The Circle is a modern reframing of a question and a problem that has resurfaced time and time again throughout human history; what happens when bad people take a good idea and use it for their own motivations? At its heart, the concept of The Circle is good; a social media network that connects the entire world and breaks down the barriers to humanity. When Mae is hired for her role in the Customer Care department, the emphasis is placed on satisfaction. The aim of every interaction with an unhappy user is for them to give a 100% satisfaction rating with how their complaint was handled, and the issue should not be dropped until that is achieved. It seems like a big ask, but to those who work in customer service it isn’t that unfamiliar a concept and it helps us relate to Mae early in the story, as her approval ratings sit in the high 80s in her first week on the job. She is repeatedly told that is nothing to be ashamed of, including and especially by her friend Annie (Karen Gillan, Guardians Of The Galaxy); but the pressure from her supervisor to haul those numbers up remains. Every interaction with her colleagues is framed this way to begin with, with the singular exception of Annie – every conversation starts off positive but leads to a number of critiques on her work, her personality; even with her minimal appearances at supposedly “non-compulsory” social events within The Circle’s compound. Mae is forced to find balance between the ever-increasing pressures of her new role and her home life away from The Circle; a life made more difficult by her father’s MS and her mother’s struggle to care for him alone.
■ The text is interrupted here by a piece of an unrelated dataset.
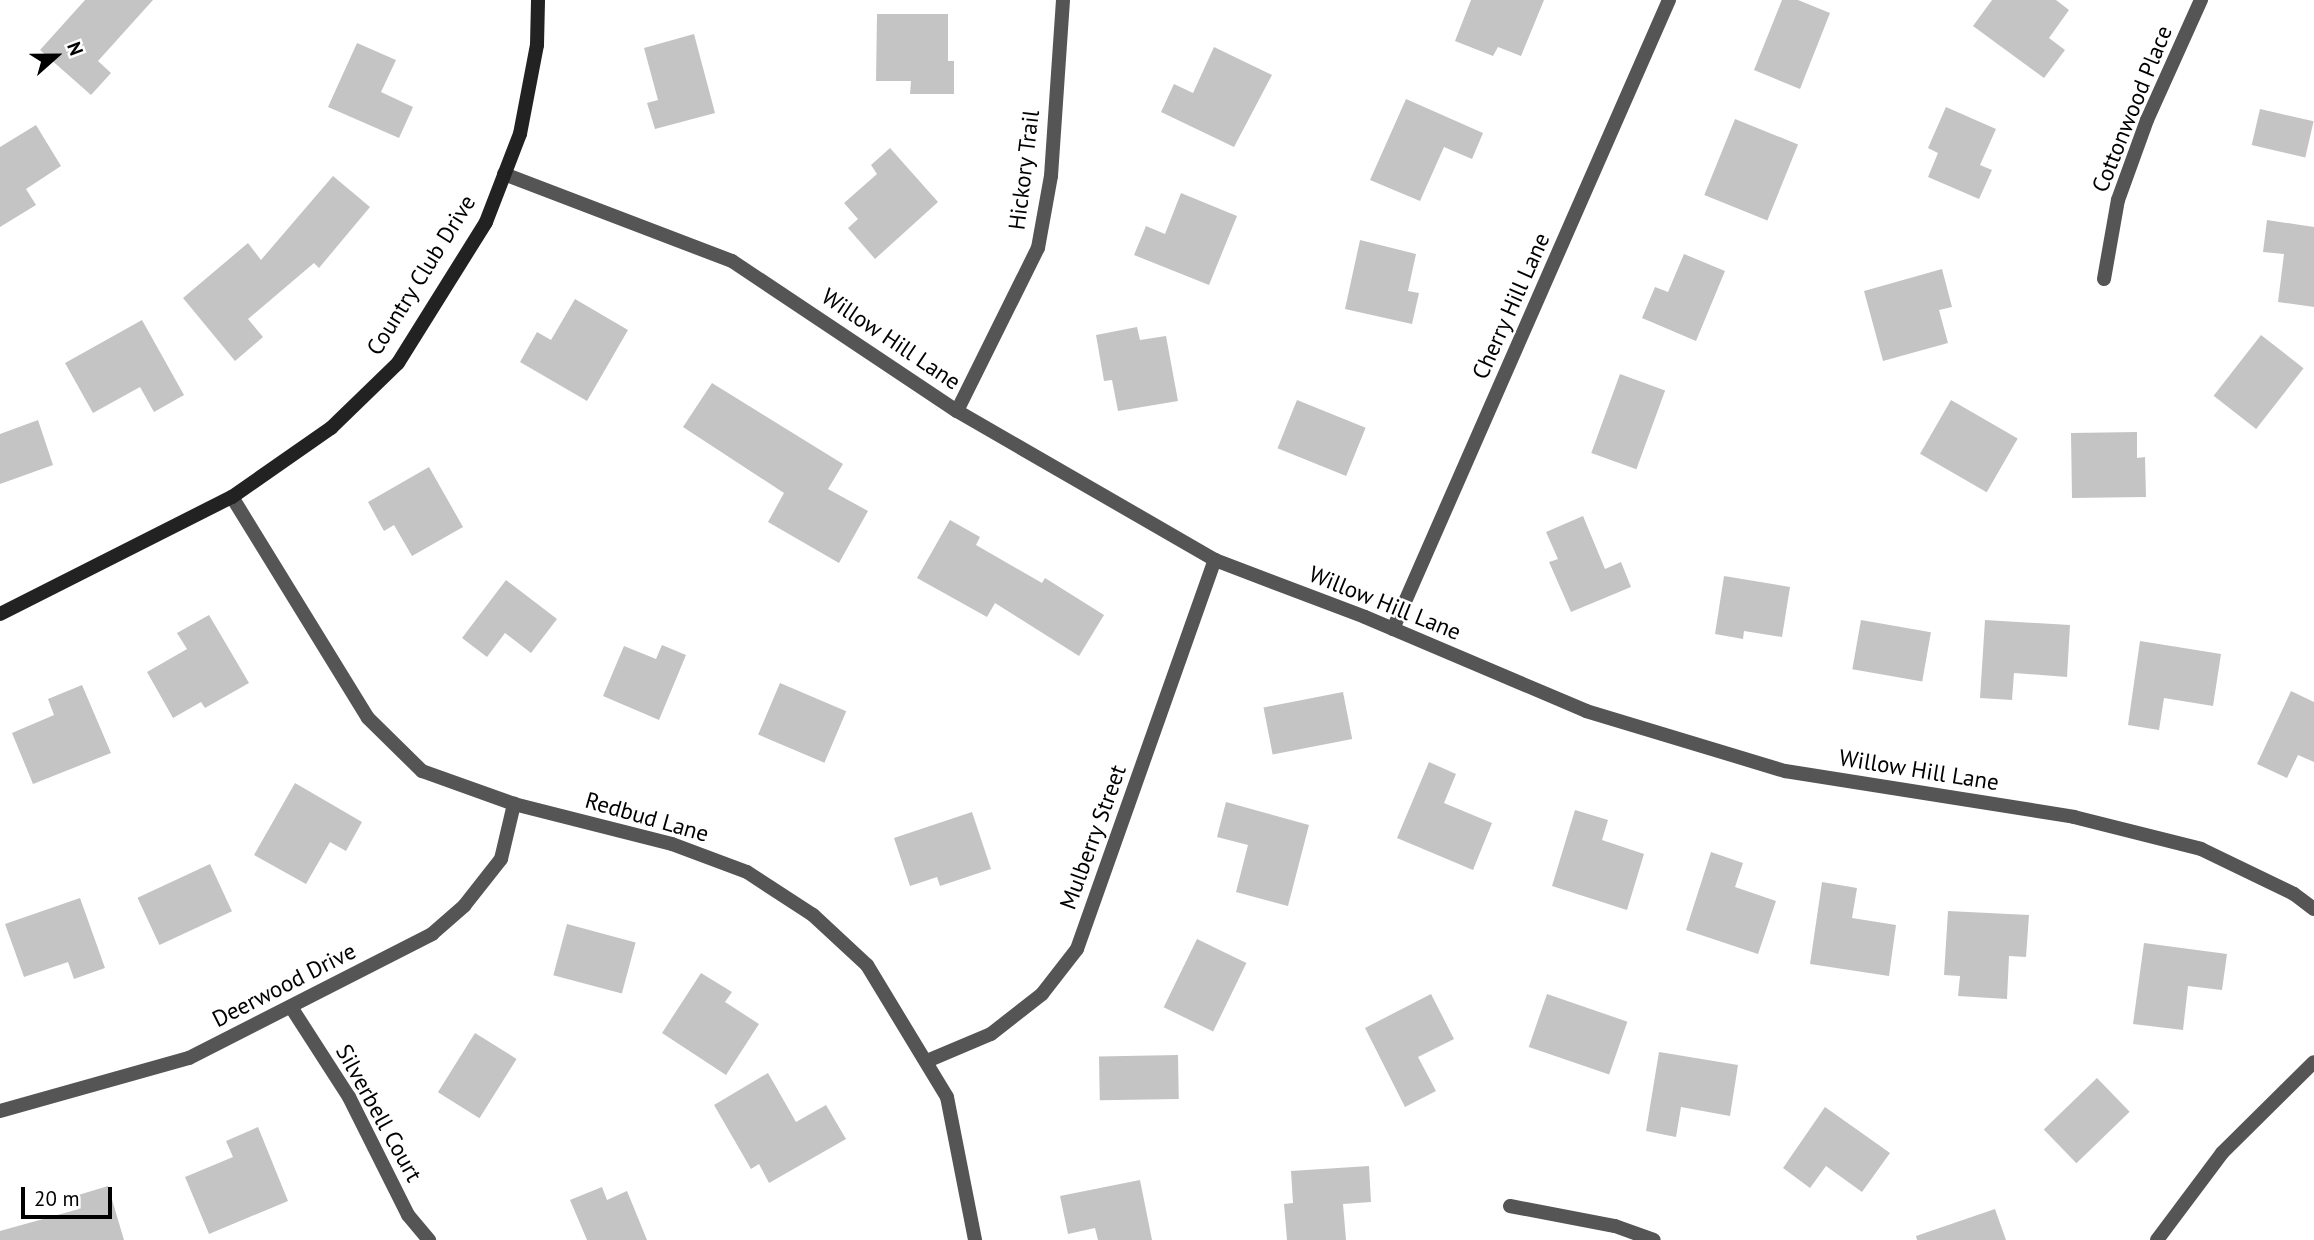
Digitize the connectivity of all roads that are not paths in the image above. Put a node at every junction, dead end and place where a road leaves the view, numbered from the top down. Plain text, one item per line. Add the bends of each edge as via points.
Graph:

The Circle does a good job of framing a wider conversation about privacy and control in the digital age through the very specific frame of Mae Holland’s life and role within the organization, and her role within the wider world; both digital and real. Watson shines as Mae, seemingly juggling the social and moral implications of how her increasingly troubling situation impacts upon her life, but also on the lives of those close to her; and the lives of everyone associated with The Circle. Watson brings a youthful ignorance to Holland; as she says herself, she’s “drunk the Kool-Aid” of The Circle and allows her excitement of being a part of the project to cloud her judgement in relation to some of the more suspect practices in the compound. As Holland’s star rises inside The Circle and throughout the wider world, Watson takes us in to the emotional journey that comes with the unexpected responsibility placed upon her, juxtaposed with the impact her actions are having on those she cares about most. However, it’s difficult to find a way to really resonate with her; she flip-flops between her personal life being too important to give up, to her job being too important to give up, and her reactions to the increasingly oppressive and unbelievable stipulations
Hanks and Oswalt contribute well to the tale as well, with both characters serving very different approaches to the same goal. The Circle represents one of Hanks’ very few outings as a screen villain, but the role draws upon his trademark friendliness and warmth of personality in order to construct the truly unsettling aspects of Eamon Bailey’s character. Bailey is a perhaps too obvious parody of tech giants of the likes of Mark Zuckerberg and Steve Jobs; a CEO who is always dressed in comfortable sweaters and jeans; who holds huge launch events called Dream Friday to demonstrate new tech designed to revolutionise the way the species interacts. Each new insight to the work which The Circle is doing becomes more and more suspect, making the viewer less trustworthy of Bailey and his company; while his audiences (full of Circle employees) grow to love him more and more. It’s hugely interesting to see Hanks’ affable nature being used in this way, and to see his kind eyes and honest face spinning the actions of his company as only positive is uncomfortable; but he never takes the leap into being truly chilling and his come-uppance almost feels a little flat as a result.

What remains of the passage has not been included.